▶ **EXERCISE PROMPT**
The records that follow are to be repeated without alteration.
[[ DATA SHOWN open ]]
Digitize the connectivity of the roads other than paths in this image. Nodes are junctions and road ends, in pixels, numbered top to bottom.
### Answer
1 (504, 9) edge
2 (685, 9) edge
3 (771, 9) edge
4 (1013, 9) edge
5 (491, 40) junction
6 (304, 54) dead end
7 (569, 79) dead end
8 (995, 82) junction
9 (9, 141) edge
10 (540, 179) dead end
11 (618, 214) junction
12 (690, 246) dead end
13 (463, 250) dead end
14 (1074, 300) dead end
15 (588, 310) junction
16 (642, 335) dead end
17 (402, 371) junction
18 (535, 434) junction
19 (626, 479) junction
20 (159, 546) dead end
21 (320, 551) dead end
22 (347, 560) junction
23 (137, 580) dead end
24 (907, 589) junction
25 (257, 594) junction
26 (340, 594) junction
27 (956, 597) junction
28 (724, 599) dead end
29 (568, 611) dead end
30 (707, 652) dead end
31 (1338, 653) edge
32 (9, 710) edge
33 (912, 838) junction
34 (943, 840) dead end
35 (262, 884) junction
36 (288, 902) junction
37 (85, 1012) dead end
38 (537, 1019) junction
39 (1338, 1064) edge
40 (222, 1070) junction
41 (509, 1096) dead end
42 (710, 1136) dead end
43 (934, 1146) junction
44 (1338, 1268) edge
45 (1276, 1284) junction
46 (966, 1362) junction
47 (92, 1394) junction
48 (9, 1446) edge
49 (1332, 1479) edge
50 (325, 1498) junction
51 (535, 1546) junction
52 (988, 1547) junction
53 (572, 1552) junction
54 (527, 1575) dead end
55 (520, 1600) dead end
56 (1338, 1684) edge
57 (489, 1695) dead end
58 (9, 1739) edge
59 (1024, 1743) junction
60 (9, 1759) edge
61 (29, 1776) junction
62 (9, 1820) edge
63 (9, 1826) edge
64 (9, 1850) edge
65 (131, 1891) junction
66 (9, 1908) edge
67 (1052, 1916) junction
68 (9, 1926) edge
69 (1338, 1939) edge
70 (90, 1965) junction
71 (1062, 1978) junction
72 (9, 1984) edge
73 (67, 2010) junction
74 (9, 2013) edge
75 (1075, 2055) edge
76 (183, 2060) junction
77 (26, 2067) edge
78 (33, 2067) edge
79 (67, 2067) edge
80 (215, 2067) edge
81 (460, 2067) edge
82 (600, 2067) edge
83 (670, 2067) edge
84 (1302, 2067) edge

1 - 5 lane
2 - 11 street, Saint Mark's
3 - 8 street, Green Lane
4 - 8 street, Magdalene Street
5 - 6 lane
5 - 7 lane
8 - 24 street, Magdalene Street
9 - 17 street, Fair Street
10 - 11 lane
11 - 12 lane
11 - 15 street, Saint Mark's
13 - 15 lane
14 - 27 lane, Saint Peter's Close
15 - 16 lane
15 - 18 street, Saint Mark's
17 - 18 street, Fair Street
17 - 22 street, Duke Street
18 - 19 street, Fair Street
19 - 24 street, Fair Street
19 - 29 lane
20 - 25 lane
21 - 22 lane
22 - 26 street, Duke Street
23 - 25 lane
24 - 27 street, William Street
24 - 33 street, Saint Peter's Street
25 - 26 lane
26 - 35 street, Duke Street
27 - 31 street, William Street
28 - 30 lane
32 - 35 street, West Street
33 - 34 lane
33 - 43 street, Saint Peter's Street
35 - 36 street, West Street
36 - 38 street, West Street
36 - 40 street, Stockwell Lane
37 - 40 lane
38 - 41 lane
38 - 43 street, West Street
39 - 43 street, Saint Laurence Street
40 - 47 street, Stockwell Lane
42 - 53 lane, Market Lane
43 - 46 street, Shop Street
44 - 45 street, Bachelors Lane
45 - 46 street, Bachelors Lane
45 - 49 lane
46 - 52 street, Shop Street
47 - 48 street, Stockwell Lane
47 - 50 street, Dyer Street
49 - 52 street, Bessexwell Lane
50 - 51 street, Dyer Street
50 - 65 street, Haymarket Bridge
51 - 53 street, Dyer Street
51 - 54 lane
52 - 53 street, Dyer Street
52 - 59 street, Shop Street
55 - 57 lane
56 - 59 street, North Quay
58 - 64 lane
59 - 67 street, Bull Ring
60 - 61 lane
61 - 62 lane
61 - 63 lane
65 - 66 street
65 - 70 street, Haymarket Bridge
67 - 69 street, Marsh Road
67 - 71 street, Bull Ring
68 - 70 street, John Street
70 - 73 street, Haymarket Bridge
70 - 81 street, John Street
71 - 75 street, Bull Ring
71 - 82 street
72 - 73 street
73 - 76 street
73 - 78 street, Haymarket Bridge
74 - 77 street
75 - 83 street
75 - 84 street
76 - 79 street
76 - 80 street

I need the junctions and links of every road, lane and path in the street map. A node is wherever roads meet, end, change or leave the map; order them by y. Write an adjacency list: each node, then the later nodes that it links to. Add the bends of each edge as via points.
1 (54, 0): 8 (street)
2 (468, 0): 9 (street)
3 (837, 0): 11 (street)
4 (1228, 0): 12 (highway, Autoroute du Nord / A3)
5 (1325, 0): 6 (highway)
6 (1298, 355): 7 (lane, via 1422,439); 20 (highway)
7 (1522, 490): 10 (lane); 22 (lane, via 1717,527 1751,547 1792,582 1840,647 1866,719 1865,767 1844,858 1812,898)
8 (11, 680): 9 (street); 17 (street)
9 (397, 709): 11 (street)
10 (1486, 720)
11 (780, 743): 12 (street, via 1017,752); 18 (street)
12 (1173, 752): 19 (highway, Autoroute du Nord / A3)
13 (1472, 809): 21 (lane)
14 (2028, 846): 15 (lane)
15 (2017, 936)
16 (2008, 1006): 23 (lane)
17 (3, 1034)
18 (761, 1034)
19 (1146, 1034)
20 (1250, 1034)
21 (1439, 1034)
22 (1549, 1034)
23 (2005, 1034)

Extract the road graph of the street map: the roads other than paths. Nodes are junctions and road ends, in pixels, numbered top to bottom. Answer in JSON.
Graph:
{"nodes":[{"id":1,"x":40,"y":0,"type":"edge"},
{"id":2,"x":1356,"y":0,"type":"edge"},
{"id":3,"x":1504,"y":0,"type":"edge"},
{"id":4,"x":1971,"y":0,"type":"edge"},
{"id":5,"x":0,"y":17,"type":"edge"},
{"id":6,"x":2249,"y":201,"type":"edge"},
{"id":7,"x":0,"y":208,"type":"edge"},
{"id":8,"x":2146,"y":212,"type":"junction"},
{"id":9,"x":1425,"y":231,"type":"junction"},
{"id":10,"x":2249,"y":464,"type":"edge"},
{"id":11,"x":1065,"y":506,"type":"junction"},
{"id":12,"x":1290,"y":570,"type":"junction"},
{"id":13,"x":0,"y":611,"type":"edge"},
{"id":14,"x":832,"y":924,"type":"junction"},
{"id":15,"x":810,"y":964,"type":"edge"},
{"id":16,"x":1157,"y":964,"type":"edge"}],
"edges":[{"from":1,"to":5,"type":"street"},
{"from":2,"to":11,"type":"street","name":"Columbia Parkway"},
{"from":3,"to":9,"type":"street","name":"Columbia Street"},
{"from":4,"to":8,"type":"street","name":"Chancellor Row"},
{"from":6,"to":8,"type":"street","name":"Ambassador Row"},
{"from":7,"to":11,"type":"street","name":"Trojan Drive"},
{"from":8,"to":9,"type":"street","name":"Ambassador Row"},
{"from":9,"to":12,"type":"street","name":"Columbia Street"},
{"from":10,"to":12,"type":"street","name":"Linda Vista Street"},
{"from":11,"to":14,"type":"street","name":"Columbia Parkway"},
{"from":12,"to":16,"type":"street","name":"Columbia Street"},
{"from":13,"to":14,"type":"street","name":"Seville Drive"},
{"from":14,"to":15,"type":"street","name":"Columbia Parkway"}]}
[[ DATA SHOWN closed ]]
▶ **ANSWER BOX**
Digitize the connectivity of the roads other than paths in this image. Nodes are junctions and road ends, in pixels, numbered top to bottom.
### Answer
1 (504, 9) edge
2 (685, 9) edge
3 (771, 9) edge
4 (1013, 9) edge
5 (491, 40) junction
6 (304, 54) dead end
7 (569, 79) dead end
8 (995, 82) junction
9 (9, 141) edge
10 (540, 179) dead end
11 (618, 214) junction
12 (690, 246) dead end
13 (463, 250) dead end
14 (1074, 300) dead end
15 (588, 310) junction
16 (642, 335) dead end
17 (402, 371) junction
18 (535, 434) junction
19 (626, 479) junction
20 (159, 546) dead end
21 (320, 551) dead end
22 (347, 560) junction
23 (137, 580) dead end
24 (907, 589) junction
25 (257, 594) junction
26 (340, 594) junction
27 (956, 597) junction
28 (724, 599) dead end
29 (568, 611) dead end
30 (707, 652) dead end
31 (1338, 653) edge
32 (9, 710) edge
33 (912, 838) junction
34 (943, 840) dead end
35 (262, 884) junction
36 (288, 902) junction
37 (85, 1012) dead end
38 (537, 1019) junction
39 (1338, 1064) edge
40 (222, 1070) junction
41 (509, 1096) dead end
42 (710, 1136) dead end
43 (934, 1146) junction
44 (1338, 1268) edge
45 (1276, 1284) junction
46 (966, 1362) junction
47 (92, 1394) junction
48 (9, 1446) edge
49 (1332, 1479) edge
50 (325, 1498) junction
51 (535, 1546) junction
52 (988, 1547) junction
53 (572, 1552) junction
54 (527, 1575) dead end
55 (520, 1600) dead end
56 (1338, 1684) edge
57 (489, 1695) dead end
58 (9, 1739) edge
59 (1024, 1743) junction
60 (9, 1759) edge
61 (29, 1776) junction
62 (9, 1820) edge
63 (9, 1826) edge
64 (9, 1850) edge
65 (131, 1891) junction
66 (9, 1908) edge
67 (1052, 1916) junction
68 (9, 1926) edge
69 (1338, 1939) edge
70 (90, 1965) junction
71 (1062, 1978) junction
72 (9, 1984) edge
73 (67, 2010) junction
74 (9, 2013) edge
75 (1075, 2055) edge
76 (183, 2060) junction
77 (26, 2067) edge
78 (33, 2067) edge
79 (67, 2067) edge
80 (215, 2067) edge
81 (460, 2067) edge
82 (600, 2067) edge
83 (670, 2067) edge
84 (1302, 2067) edge

1 - 5 lane
2 - 11 street, Saint Mark's
3 - 8 street, Green Lane
4 - 8 street, Magdalene Street
5 - 6 lane
5 - 7 lane
8 - 24 street, Magdalene Street
9 - 17 street, Fair Street
10 - 11 lane
11 - 12 lane
11 - 15 street, Saint Mark's
13 - 15 lane
14 - 27 lane, Saint Peter's Close
15 - 16 lane
15 - 18 street, Saint Mark's
17 - 18 street, Fair Street
17 - 22 street, Duke Street
18 - 19 street, Fair Street
19 - 24 street, Fair Street
19 - 29 lane
20 - 25 lane
21 - 22 lane
22 - 26 street, Duke Street
23 - 25 lane
24 - 27 street, William Street
24 - 33 street, Saint Peter's Street
25 - 26 lane
26 - 35 street, Duke Street
27 - 31 street, William Street
28 - 30 lane
32 - 35 street, West Street
33 - 34 lane
33 - 43 street, Saint Peter's Street
35 - 36 street, West Street
36 - 38 street, West Street
36 - 40 street, Stockwell Lane
37 - 40 lane
38 - 41 lane
38 - 43 street, West Street
39 - 43 street, Saint Laurence Street
40 - 47 street, Stockwell Lane
42 - 53 lane, Market Lane
43 - 46 street, Shop Street
44 - 45 street, Bachelors Lane
45 - 46 street, Bachelors Lane
45 - 49 lane
46 - 52 street, Shop Street
47 - 48 street, Stockwell Lane
47 - 50 street, Dyer Street
49 - 52 street, Bessexwell Lane
50 - 51 street, Dyer Street
50 - 65 street, Haymarket Bridge
51 - 53 street, Dyer Street
51 - 54 lane
52 - 53 street, Dyer Street
52 - 59 street, Shop Street
55 - 57 lane
56 - 59 street, North Quay
58 - 64 lane
59 - 67 street, Bull Ring
60 - 61 lane
61 - 62 lane
61 - 63 lane
65 - 66 street
65 - 70 street, Haymarket Bridge
67 - 69 street, Marsh Road
67 - 71 street, Bull Ring
68 - 70 street, John Street
70 - 73 street, Haymarket Bridge
70 - 81 street, John Street
71 - 75 street, Bull Ring
71 - 82 street
72 - 73 street
73 - 76 street
73 - 78 street, Haymarket Bridge
74 - 77 street
75 - 83 street
75 - 84 street
76 - 79 street
76 - 80 street

I need the junctions and links of every road, lane and path in the street map. A node is wherever roads meet, end, change or leave the map; order them by y. Write an adjacency list: each node, then the later nodes that it links to. Add the bends of each edge as via points.
1 (54, 0): 8 (street)
2 (468, 0): 9 (street)
3 (837, 0): 11 (street)
4 (1228, 0): 12 (highway, Autoroute du Nord / A3)
5 (1325, 0): 6 (highway)
6 (1298, 355): 7 (lane, via 1422,439); 20 (highway)
7 (1522, 490): 10 (lane); 22 (lane, via 1717,527 1751,547 1792,582 1840,647 1866,719 1865,767 1844,858 1812,898)
8 (11, 680): 9 (street); 17 (street)
9 (397, 709): 11 (street)
10 (1486, 720)
11 (780, 743): 12 (street, via 1017,752); 18 (street)
12 (1173, 752): 19 (highway, Autoroute du Nord / A3)
13 (1472, 809): 21 (lane)
14 (2028, 846): 15 (lane)
15 (2017, 936)
16 (2008, 1006): 23 (lane)
17 (3, 1034)
18 (761, 1034)
19 (1146, 1034)
20 (1250, 1034)
21 (1439, 1034)
22 (1549, 1034)
23 (2005, 1034)

Extract the road graph of the street map: the roads other than paths. Nodes are junctions and road ends, in pixels, numbered top to bottom. Answer in JSON.
Graph:
{"nodes":[{"id":1,"x":40,"y":0,"type":"edge"},
{"id":2,"x":1356,"y":0,"type":"edge"},
{"id":3,"x":1504,"y":0,"type":"edge"},
{"id":4,"x":1971,"y":0,"type":"edge"},
{"id":5,"x":0,"y":17,"type":"edge"},
{"id":6,"x":2249,"y":201,"type":"edge"},
{"id":7,"x":0,"y":208,"type":"edge"},
{"id":8,"x":2146,"y":212,"type":"junction"},
{"id":9,"x":1425,"y":231,"type":"junction"},
{"id":10,"x":2249,"y":464,"type":"edge"},
{"id":11,"x":1065,"y":506,"type":"junction"},
{"id":12,"x":1290,"y":570,"type":"junction"},
{"id":13,"x":0,"y":611,"type":"edge"},
{"id":14,"x":832,"y":924,"type":"junction"},
{"id":15,"x":810,"y":964,"type":"edge"},
{"id":16,"x":1157,"y":964,"type":"edge"}],
"edges":[{"from":1,"to":5,"type":"street"},
{"from":2,"to":11,"type":"street","name":"Columbia Parkway"},
{"from":3,"to":9,"type":"street","name":"Columbia Street"},
{"from":4,"to":8,"type":"street","name":"Chancellor Row"},
{"from":6,"to":8,"type":"street","name":"Ambassador Row"},
{"from":7,"to":11,"type":"street","name":"Trojan Drive"},
{"from":8,"to":9,"type":"street","name":"Ambassador Row"},
{"from":9,"to":12,"type":"street","name":"Columbia Street"},
{"from":10,"to":12,"type":"street","name":"Linda Vista Street"},
{"from":11,"to":14,"type":"street","name":"Columbia Parkway"},
{"from":12,"to":16,"type":"street","name":"Columbia Street"},
{"from":13,"to":14,"type":"street","name":"Seville Drive"},
{"from":14,"to":15,"type":"street","name":"Columbia Parkway"}]}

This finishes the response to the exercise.